Boeing is working closely with the device manufacturers and regulators on these changes and improvements, a spokesperson said
New Delhi: New Corrections have been made to the simulator software that mimics the flying experience of its 737 Max 8 planes, which were involved in two fatal crashes in Indonesia and Ethiopia that killed everyone onboard, a spokesperson from Boeing said.
According to a report by Reuters, Gordon Johndroe said that the changes will make sure that the simulator experience is representative across different flight conditions and will improve the simulation of force loads on the manual trim wheel that helps control the airplane.
“Boeing is working closely with the device manufacturers and regulators on these changes and improvements, and to ensure that customer training is not disrupted,” Johndroe said.

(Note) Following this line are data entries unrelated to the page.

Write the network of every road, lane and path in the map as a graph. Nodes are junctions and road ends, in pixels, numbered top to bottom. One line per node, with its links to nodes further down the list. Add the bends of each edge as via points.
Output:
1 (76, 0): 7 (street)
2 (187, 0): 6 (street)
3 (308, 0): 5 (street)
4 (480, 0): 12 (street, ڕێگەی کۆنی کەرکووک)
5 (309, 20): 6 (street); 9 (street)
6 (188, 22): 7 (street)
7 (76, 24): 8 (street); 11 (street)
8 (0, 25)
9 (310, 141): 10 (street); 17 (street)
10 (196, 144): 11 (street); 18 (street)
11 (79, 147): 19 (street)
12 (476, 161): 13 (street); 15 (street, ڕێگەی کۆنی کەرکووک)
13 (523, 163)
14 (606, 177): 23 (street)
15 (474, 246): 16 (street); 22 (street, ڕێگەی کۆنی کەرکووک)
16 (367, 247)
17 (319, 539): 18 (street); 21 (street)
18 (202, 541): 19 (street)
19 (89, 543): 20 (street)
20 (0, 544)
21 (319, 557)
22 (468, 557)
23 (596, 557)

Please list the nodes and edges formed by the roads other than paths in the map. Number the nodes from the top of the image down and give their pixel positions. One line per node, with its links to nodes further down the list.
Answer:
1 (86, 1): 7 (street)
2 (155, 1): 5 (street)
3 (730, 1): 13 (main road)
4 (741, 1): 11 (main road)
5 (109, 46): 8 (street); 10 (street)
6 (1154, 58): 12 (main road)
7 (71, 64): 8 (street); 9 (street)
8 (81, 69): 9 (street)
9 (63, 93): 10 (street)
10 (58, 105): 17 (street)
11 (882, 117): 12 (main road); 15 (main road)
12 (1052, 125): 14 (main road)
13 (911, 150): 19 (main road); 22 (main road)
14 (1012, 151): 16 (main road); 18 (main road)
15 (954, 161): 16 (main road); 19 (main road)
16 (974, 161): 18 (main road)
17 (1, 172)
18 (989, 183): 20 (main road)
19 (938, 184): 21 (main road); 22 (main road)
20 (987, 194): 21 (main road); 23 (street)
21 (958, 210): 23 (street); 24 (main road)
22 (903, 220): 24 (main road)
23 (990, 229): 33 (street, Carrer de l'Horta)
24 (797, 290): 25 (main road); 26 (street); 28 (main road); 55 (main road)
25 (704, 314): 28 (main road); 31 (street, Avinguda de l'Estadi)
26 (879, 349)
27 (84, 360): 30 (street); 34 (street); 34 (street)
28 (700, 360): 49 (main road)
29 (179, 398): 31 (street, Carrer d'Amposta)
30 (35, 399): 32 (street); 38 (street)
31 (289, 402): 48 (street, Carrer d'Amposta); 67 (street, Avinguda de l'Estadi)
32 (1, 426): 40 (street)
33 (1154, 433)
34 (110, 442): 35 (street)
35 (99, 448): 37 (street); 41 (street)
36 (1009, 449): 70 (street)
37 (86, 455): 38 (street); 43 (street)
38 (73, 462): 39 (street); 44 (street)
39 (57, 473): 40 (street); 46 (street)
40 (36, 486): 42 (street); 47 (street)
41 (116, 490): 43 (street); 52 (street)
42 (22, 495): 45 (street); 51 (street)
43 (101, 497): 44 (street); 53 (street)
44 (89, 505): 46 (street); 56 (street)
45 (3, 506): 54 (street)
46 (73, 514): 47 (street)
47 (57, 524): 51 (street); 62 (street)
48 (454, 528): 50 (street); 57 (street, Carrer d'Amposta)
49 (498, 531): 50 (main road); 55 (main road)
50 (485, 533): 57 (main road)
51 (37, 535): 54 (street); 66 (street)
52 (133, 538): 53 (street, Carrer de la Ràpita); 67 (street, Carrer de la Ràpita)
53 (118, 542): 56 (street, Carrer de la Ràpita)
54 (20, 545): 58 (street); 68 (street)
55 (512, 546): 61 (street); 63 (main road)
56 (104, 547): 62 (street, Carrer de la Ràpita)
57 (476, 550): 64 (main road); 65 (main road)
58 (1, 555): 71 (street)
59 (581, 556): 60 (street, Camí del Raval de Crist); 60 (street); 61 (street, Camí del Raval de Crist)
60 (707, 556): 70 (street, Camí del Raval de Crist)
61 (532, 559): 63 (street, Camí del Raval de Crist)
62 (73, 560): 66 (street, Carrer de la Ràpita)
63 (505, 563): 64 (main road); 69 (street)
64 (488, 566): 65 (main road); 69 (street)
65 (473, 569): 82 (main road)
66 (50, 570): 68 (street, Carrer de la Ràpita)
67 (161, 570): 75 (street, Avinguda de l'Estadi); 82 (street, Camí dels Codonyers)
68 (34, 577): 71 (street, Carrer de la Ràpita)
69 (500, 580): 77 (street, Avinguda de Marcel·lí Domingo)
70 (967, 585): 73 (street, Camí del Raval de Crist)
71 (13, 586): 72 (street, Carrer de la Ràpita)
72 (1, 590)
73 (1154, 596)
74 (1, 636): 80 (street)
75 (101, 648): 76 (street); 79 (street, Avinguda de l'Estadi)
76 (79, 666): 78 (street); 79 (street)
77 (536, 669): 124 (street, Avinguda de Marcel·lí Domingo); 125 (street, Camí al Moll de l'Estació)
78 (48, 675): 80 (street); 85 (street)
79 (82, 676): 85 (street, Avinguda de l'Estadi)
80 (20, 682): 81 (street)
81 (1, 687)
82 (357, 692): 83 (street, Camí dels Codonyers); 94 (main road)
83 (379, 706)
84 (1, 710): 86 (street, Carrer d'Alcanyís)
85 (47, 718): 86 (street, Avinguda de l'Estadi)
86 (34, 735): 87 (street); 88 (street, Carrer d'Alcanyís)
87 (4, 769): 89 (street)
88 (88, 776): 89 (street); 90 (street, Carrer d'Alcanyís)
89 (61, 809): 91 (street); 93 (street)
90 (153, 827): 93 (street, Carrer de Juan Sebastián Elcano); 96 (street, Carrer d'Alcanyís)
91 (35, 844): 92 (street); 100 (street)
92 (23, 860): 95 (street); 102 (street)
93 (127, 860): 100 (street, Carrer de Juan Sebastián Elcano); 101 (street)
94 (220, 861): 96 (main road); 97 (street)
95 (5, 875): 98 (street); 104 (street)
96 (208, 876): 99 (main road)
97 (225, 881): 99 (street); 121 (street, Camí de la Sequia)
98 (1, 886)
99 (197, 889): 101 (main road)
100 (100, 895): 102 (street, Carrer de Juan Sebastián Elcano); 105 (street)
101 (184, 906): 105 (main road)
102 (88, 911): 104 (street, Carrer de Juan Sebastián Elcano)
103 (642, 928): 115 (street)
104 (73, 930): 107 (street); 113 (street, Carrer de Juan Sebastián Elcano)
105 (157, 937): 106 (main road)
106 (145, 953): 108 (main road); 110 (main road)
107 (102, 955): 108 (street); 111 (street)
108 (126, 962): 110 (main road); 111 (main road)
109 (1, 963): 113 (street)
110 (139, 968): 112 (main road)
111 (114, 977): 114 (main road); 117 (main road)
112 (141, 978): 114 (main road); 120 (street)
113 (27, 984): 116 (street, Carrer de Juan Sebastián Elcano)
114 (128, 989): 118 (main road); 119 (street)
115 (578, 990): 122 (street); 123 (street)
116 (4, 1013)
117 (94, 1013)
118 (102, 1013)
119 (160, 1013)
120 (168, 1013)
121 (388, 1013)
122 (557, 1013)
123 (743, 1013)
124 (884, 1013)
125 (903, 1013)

The statement comes close on the heels of a report in the New York Times which said that Boeing had recently discovered that the flight simulators airlines used to train pilots did not adequately replicate conditions and that was one of the factors that played a role in the 737 Max 8 crashes.
The report also said that the simulators are not built by Boeing but the company provides the underlying information on which they are designed and built.
737 Max 8 planes were grounded across the world in March after a fatal Ethiopian Airlines crash that killed all 157 on board. This preceded by another crash just five months ago in Indonesia, where a Lion Air flight of a 737 MAX killed 189 people.
Boeing had said on May 16 that it had completed a software update for its 737 Max planes and had also submitted a pilot training plan to the US Federal Aviation Administration.